Atlanta’s Indie Film Community Faces COVID Head On

On Friday the 13th, owner of Atlanta’s Plaza Theatre, Chris Escobar, had a funny feeling. That night, Escobar attended a pop-up art show at the theatre. The event was hosted in part with Videodrome and the Chicago-based Deadly Prey Gallery. Hand-painted movie posters from Ghana covered every square inch of wall space. This was Plaza’s second year hosting the event; last year was so successful with so many paintings sold that Escobar expected a huge turnout this time, hopefully, around 350 people. But, the event also marked one of the first nights Plaza enforced new social distancing guidelines in light of the new coronavirus. Instead of the animated crowd expected, the actual turnout was lackluster. Escobar noticed how people kept apart, how friends didn’t touch when they greeted each other or get too close when admiring the bright paintings.

“We only had, like, 80 people there,” Escobar said. “I could see the change in everyone.”

Across the city, filmmaker Chris Hunt had the same funny feeling. At the studio where he worked, a steady anxiety had been growing among crew members all week. They had just finished working on three shows and were slammed with the work of prepping for two more shows in just a few days. As they worked, signs of the virus started to creep in. People had stopped shaking hands when they saw each other in the hallway; instead, they’d greet one another with friendly, albeit odd, elbow bumps.

That same Friday the 13th, the studio Hunt worked for announced it was shutting down.

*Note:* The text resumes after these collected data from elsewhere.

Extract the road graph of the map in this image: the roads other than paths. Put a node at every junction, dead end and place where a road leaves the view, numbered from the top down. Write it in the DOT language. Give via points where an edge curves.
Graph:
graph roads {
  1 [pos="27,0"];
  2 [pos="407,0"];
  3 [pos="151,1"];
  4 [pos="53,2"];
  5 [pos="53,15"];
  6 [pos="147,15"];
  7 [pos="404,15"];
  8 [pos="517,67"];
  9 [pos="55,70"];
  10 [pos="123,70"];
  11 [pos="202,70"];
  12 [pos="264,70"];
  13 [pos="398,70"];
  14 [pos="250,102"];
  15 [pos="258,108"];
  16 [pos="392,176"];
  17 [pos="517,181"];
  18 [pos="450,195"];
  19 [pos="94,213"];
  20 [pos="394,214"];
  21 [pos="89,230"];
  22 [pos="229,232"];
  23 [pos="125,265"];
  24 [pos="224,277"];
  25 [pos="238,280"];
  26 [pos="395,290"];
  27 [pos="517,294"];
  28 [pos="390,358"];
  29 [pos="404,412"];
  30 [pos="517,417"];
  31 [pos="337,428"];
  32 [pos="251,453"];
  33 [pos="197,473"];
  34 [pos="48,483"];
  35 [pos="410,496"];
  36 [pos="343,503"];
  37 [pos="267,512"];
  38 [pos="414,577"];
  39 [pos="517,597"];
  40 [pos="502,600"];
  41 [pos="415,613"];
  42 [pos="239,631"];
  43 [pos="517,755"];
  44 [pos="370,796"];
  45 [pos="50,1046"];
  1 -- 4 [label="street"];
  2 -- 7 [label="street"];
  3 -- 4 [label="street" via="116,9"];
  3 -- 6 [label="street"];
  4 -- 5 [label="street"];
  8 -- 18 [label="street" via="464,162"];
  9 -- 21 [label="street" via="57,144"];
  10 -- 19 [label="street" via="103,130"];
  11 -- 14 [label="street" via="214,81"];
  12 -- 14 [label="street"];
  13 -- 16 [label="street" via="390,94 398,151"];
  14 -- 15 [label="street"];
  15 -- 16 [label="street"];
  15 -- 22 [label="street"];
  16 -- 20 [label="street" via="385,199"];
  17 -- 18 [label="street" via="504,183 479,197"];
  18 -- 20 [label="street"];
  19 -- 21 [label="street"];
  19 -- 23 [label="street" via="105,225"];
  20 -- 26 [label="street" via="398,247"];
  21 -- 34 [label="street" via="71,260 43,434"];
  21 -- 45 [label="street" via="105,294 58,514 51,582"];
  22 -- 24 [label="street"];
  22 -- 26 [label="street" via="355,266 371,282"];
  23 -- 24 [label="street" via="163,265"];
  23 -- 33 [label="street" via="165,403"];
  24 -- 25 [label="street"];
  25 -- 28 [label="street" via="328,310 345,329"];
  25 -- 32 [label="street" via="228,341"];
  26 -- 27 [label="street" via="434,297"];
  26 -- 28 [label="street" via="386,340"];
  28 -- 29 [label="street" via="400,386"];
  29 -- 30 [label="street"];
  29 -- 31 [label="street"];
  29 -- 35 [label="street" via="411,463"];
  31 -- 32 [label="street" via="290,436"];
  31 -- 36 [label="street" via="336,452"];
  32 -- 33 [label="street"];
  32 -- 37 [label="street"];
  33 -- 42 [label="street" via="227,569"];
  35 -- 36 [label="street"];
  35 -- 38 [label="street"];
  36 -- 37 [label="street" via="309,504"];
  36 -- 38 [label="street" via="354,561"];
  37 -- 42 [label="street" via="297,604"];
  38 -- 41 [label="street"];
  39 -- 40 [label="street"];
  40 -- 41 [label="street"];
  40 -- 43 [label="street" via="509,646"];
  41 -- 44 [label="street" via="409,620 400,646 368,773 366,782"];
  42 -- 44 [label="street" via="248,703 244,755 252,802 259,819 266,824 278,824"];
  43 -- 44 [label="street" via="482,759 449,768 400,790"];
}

Just six days after that fateful Friday, everything changed for good.

On March 19th, Mayor Keisha Lance Bottoms issued two executive orders, including one that mandated the closure of all movie theatres, effectively closing Plaza’s doors until further notice.

Months after the studio shut down, Hunt said that while the studio effectively communicated with workers about what might happen in the future, the spike in cases in places like New York City left him on edge. “Just the nature of what we all know about [COVID-19] is so abstract: a horrifying thing that floats in the air,” he said. “That type of [expletive] doesn’t go away very quickly.”

Escobar’s days at the office and the nights of events, screenings and premieres have been replaced by endless emails and phone calls from home; all while keeping his four-year-old son and seven-year-old daughter occupied. His days have become devoted to keeping his family and Atlanta’s oldest independent theatre afloat.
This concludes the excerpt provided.